Getting the most out of your Intel integrated GPU on Linux

About a year ago ago, I got a new laptop: a late 2019 Razer Blade Stealth 13.  It sports an Intel i7-1065G7 with the best Intel's Ice Lake graphics along with an NVIDIA GeForce GTX 1650.  Apart from needing an ACPI lid quirk and the power management issues described here, it’s been a great laptop so far and the Linux experience has been very smooth.

Unfortunately, the out-of-the-box integrated graphics performance of my new laptop was less than stellar.  My first task with the new laptop was to debug a rendering issue in the Linux port of Shadow of the Tomb Raider which turned out to be a bug in the game.  In the process, I discovered that the performance of the game’s built-in benchmark was almost half of Windows.  We’ve had some performance issues with Mesa from time to time on some games but half seemed a bit extreme.  Looking at system-level performance data with gputop revealed that GPU clock rate was unable to get above about 60-70% of the maximum in spite of the GPU being busy the whole time.  Why?  The GPU wasn’t able to get enough power.  Once I sorted out my power management problems, the benchmark went from about 50-60% the speed of Windows to more like 104% the speed of windows (yes, that’s more than 100%).

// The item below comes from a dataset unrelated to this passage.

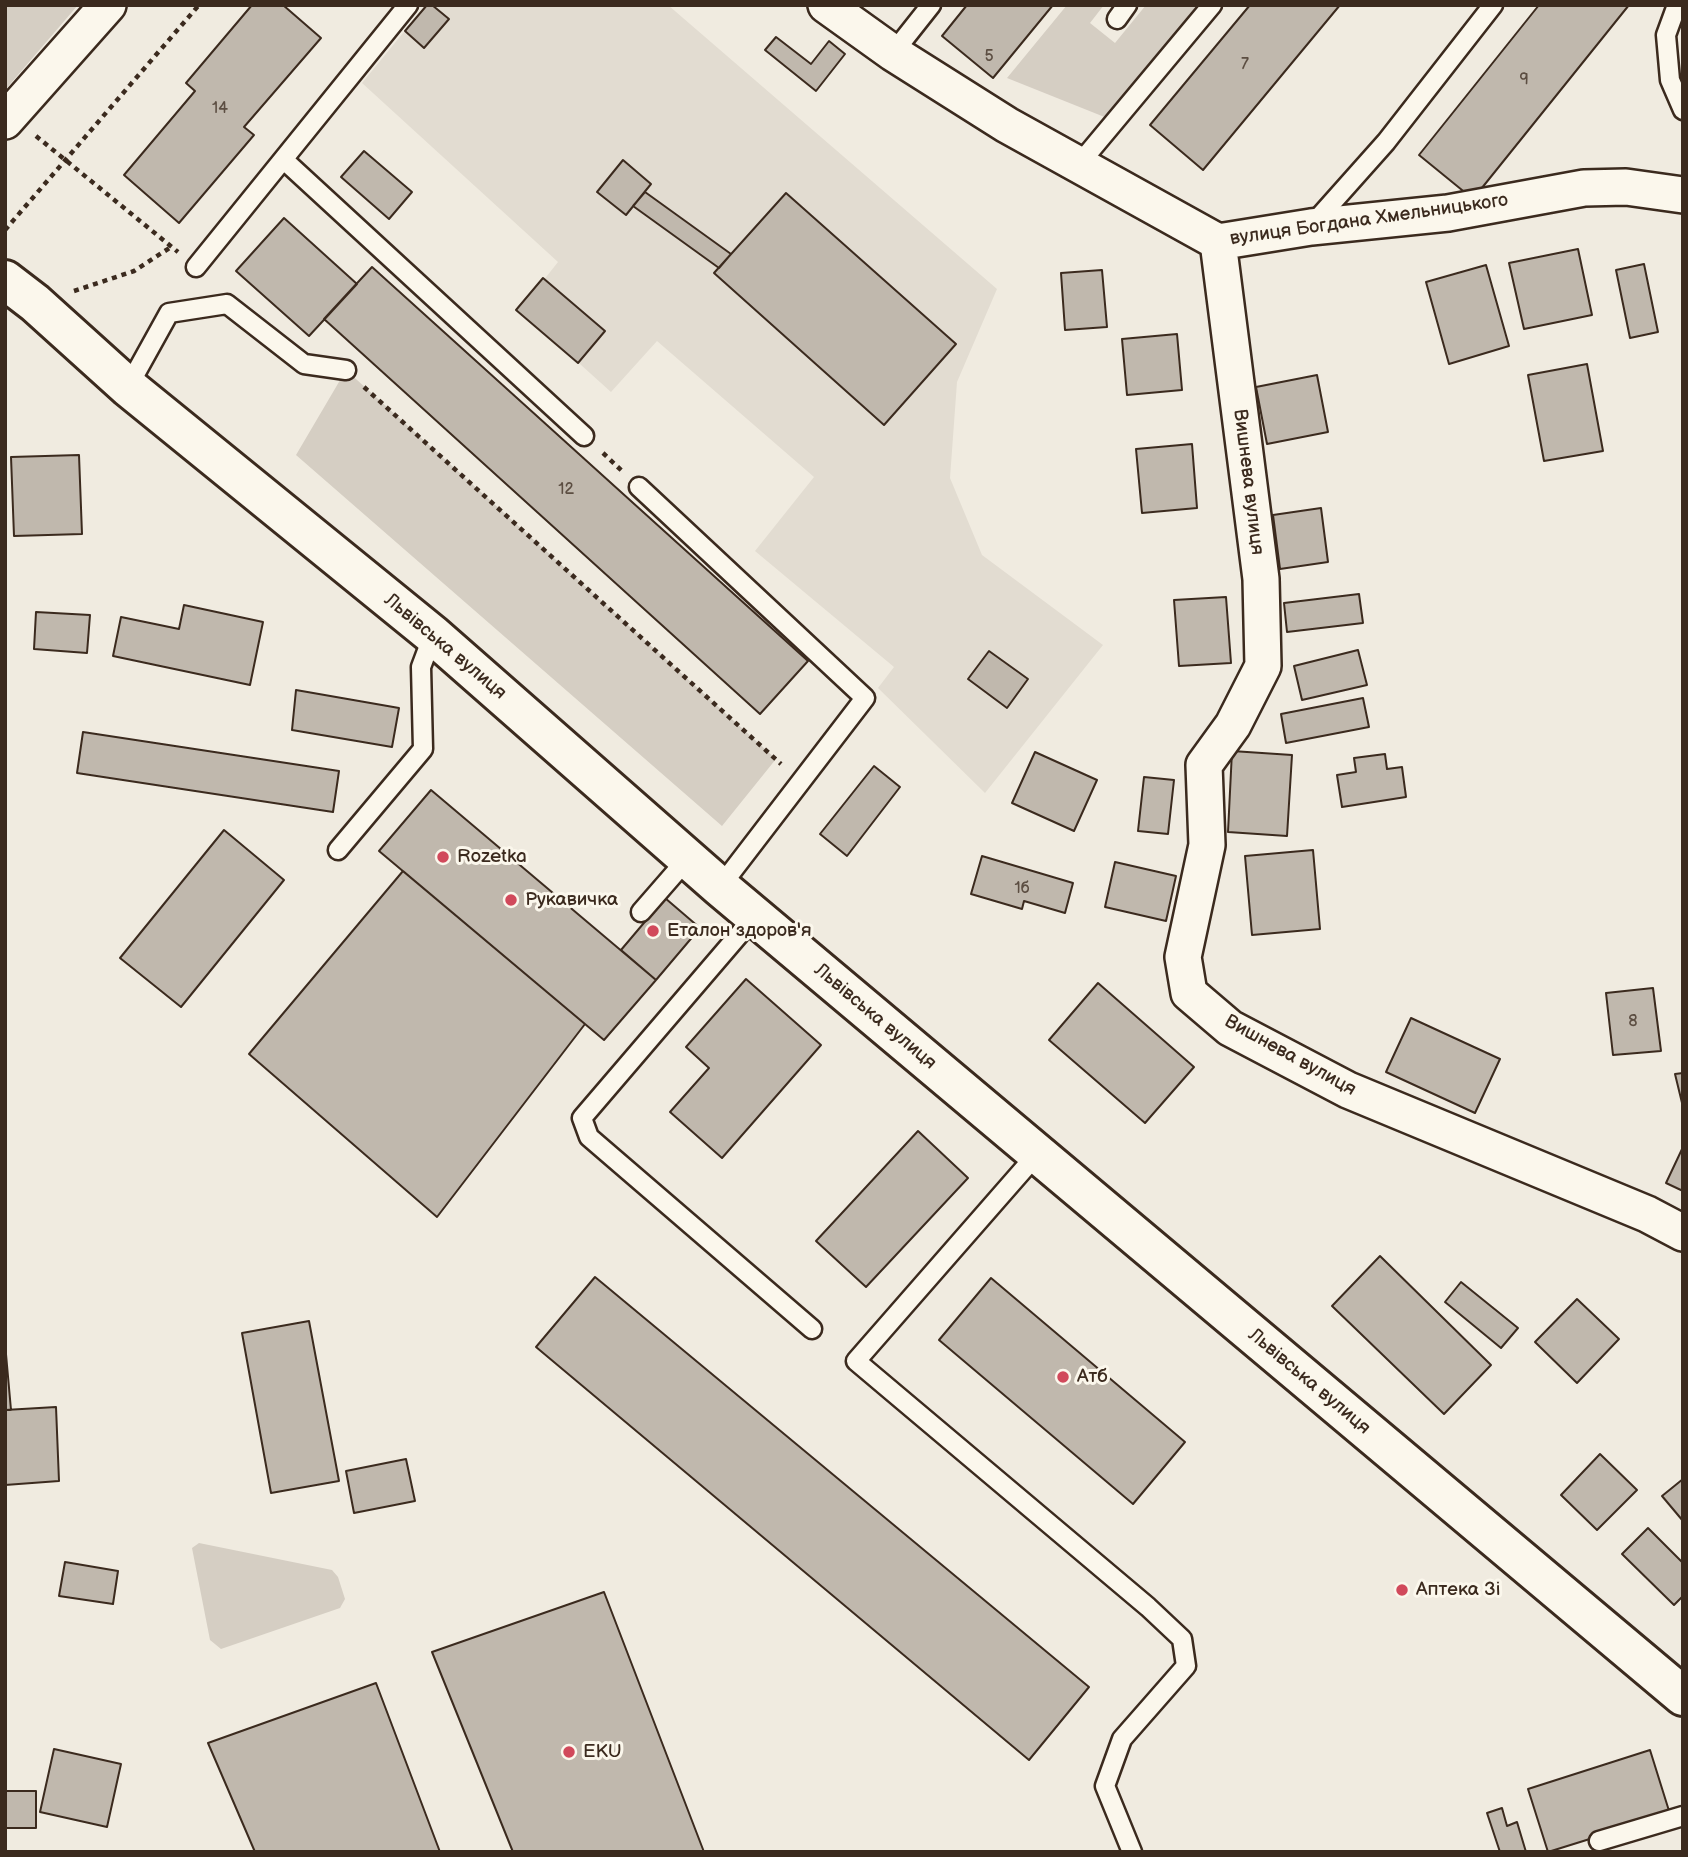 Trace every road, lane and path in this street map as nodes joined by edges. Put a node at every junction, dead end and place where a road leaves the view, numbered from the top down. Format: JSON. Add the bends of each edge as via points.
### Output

This blog post is intended to serve as a bit of a guide to understanding memory throughput and power management issues and configuring your system properly to get the most out of your Intel integrated GPU.  Not everything in this post will affect all laptops so you may have to do some experimentation with your system to see what does and does not matter.  I also make no claim that this post is in any way complete; there are almost certainly other configuration issues of which I'm not aware or which I've forgotten.

Update your drivers

This should go without saying but if you want the best performance out of your hardware, running the latest drivers is always recommended.  This is especially true for hardware that has just been released.  Generally, for graphics, most of the big performance improvements are going to be in Mesa but your Linux kernel version can matter as well.  In the case of Intel Ice Lake processors, some of the power management features aren’t enabled until Linux 5.4.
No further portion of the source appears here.